- [Exercise goal] What is needed is an exact repetition of the lines from the first one in the data through the line with "middle tip: (453, 169)", with no pictures.

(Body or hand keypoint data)
++++++
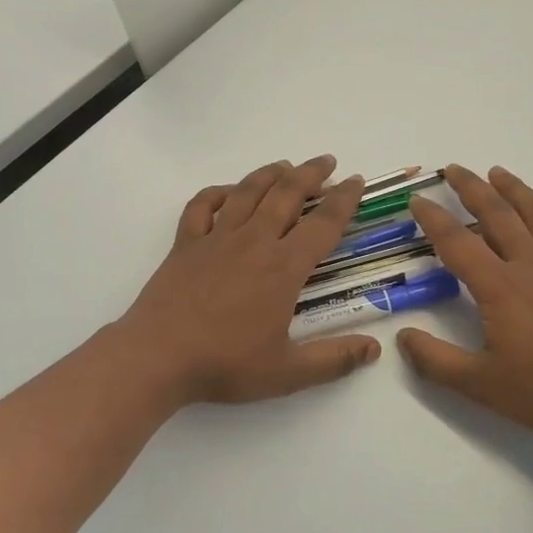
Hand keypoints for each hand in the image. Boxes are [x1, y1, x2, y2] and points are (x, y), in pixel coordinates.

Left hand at [117, 155, 382, 407]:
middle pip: (287, 194)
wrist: (158, 357)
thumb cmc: (225, 363)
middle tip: (326, 161)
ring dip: (270, 173)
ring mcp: (216, 238)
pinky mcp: (185, 243)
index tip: (356, 181)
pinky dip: (218, 192)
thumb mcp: (288, 372)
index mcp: (283, 267)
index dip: (344, 200)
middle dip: (310, 174)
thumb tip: (375, 348)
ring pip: (247, 191)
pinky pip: (202, 205)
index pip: (323, 224)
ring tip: (285, 165)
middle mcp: (253, 241)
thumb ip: (334, 359)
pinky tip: (228, 192)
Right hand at [398, 165, 532, 446]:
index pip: (457, 242)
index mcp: (500, 286)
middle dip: (472, 188)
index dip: (433, 219)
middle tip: (453, 169)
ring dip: (515, 190)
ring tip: (498, 173)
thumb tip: (403, 337)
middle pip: (498, 214)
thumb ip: (435, 361)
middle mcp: (531, 266)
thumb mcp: (480, 384)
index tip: (417, 201)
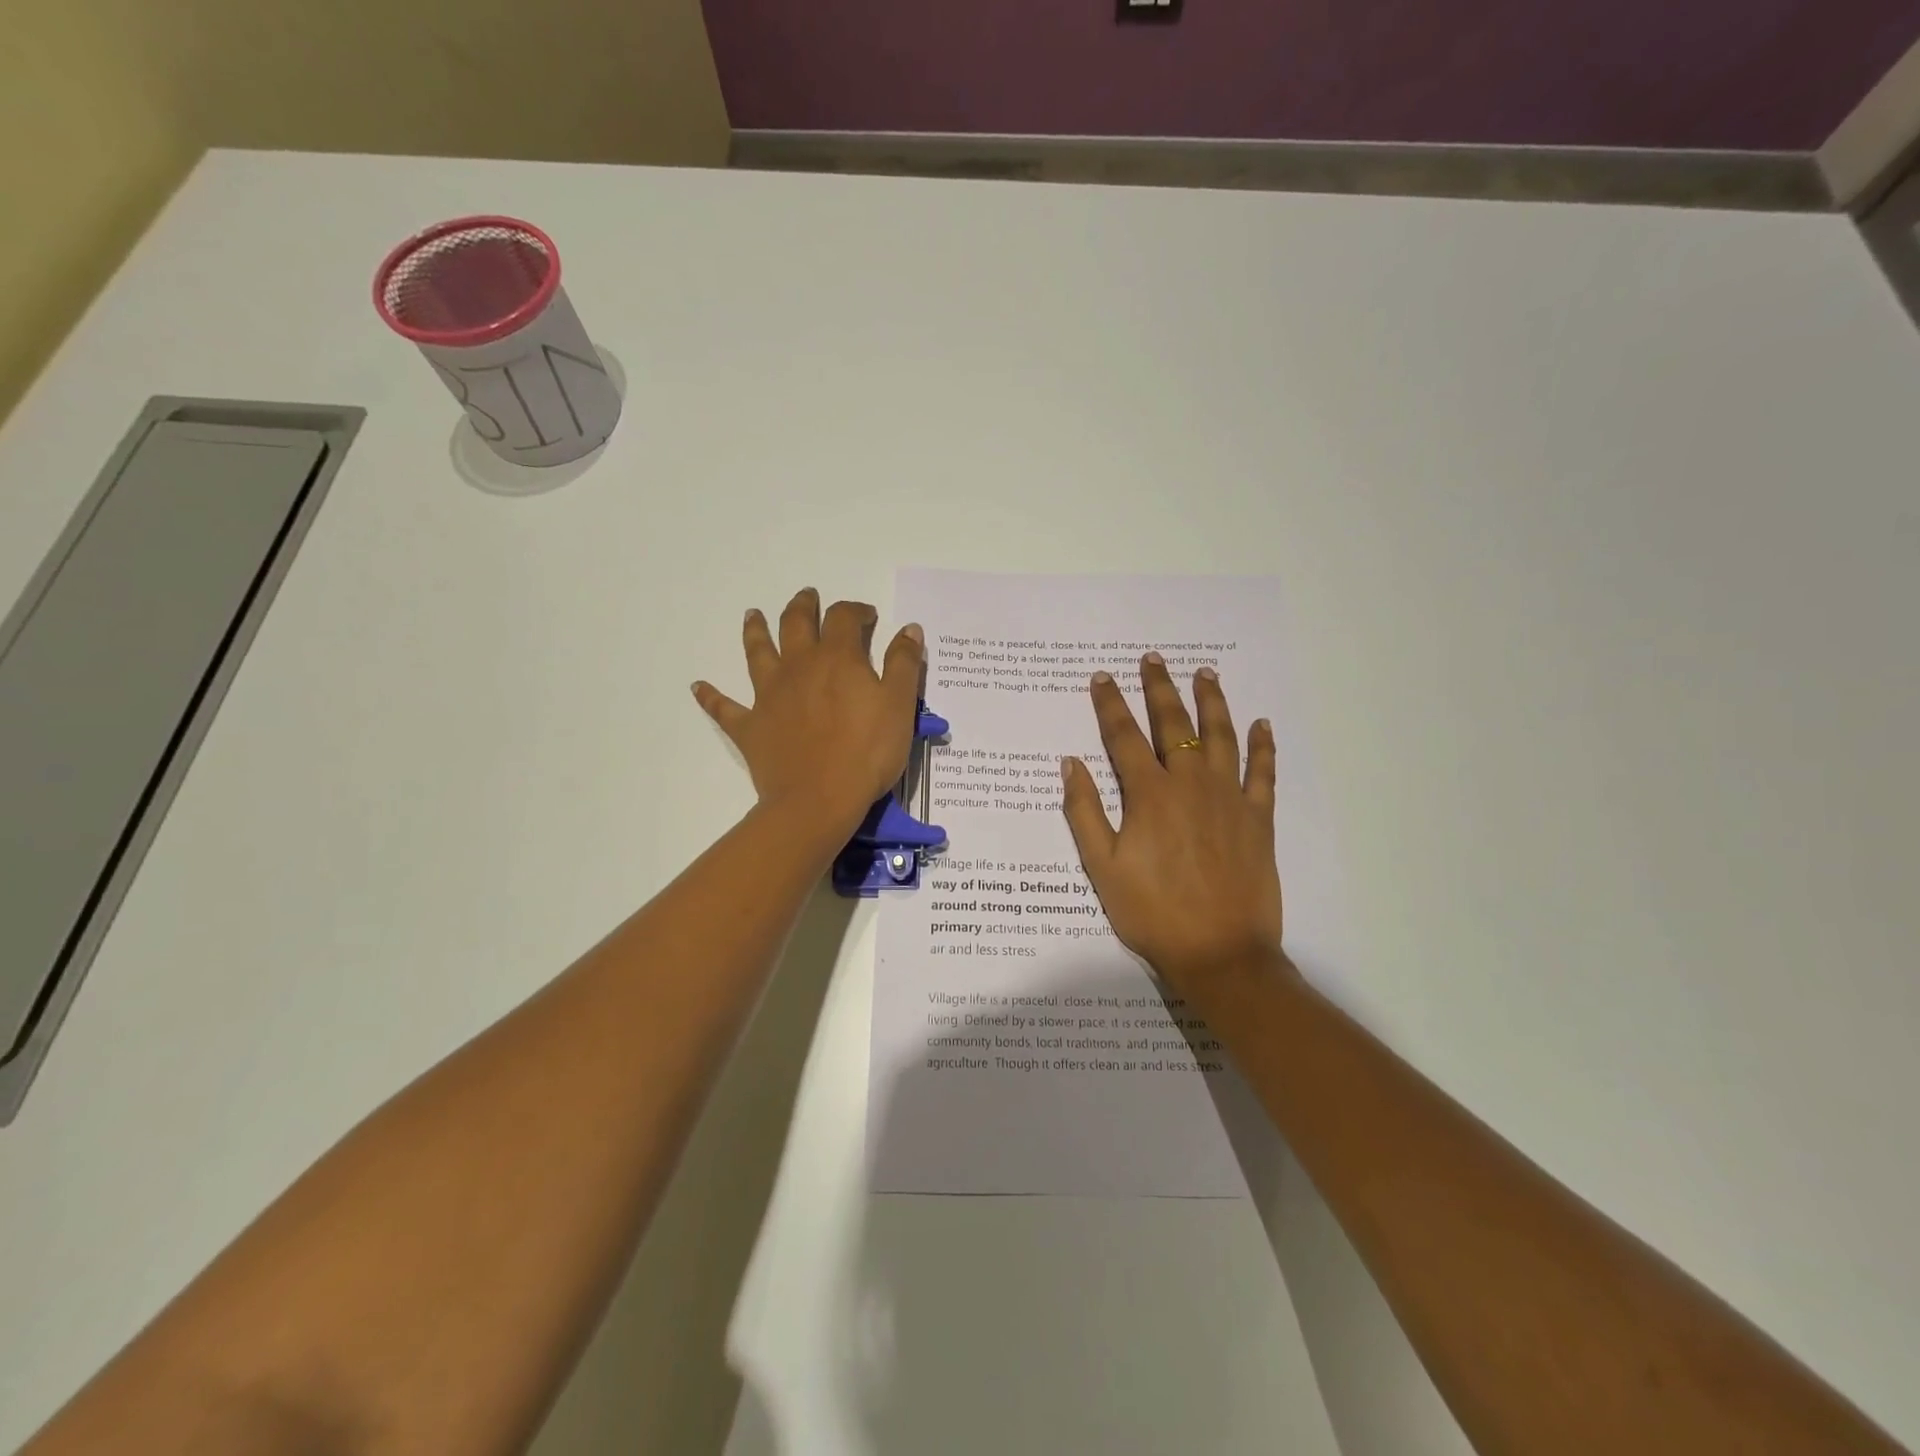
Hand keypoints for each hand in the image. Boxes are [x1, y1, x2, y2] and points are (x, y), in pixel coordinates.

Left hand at [693, 588, 924, 840]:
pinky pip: (724, 708)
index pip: (844, 618)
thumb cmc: (866, 753)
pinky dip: (711, 696)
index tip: (868, 616)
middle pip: (796, 623)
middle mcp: (798, 667)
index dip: (856, 611)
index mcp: (837, 658)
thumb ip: (904, 663)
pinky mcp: (750, 727)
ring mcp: (768, 695)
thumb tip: (908, 628)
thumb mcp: (900, 706)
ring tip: (752, 615)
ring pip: (758, 652)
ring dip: (754, 631)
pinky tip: (698, 686)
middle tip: (807, 597)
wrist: (818, 800)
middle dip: (804, 606)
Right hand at [1061, 654, 1284, 995]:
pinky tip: (1261, 724)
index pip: (1123, 737)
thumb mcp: (1103, 868)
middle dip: (1160, 688)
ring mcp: (1228, 798)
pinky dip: (1262, 746)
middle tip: (1153, 659)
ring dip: (1211, 701)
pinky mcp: (1257, 818)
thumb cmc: (1152, 913)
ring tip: (1204, 673)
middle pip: (1173, 724)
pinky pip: (1262, 772)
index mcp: (1149, 796)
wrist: (1220, 953)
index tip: (1101, 678)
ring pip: (1220, 736)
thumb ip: (1085, 813)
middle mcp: (1189, 785)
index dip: (1110, 705)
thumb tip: (1070, 764)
++++++
- [Written solution]
Hand keypoints for each hand in the image. Boxes are [x1, y1, x2, y2] and points are (x, y), in pixel coordinates.

Left hand at [117, 155, 382, 407]:
middle pip: (287, 194)
wrist: (158, 357)
thumb cmc: (225, 363)
middle tip: (326, 161)
ring dip: (270, 173)
ring mcp: (216, 238)
pinky mcp: (185, 243)
index tip: (356, 181)
pinky dip: (218, 192)
thumb mcp: (288, 372)
index mcp: (283, 267)
index dip: (344, 200)
middle dip: (310, 174)
thumb tip: (375, 348)
ring pip: (247, 191)
pinky pip: (202, 205)
index pip: (323, 224)
ring tip: (285, 165)
middle mcp: (253, 241)
thumb ip: (334, 359)
pinky tip: (228, 192)
Right hand at [398, 165, 532, 446]:
index pip: (457, 242)
index mcp: (500, 286)
middle dip: (472, 188)
index dip: (433, 219)
middle tip: (453, 169)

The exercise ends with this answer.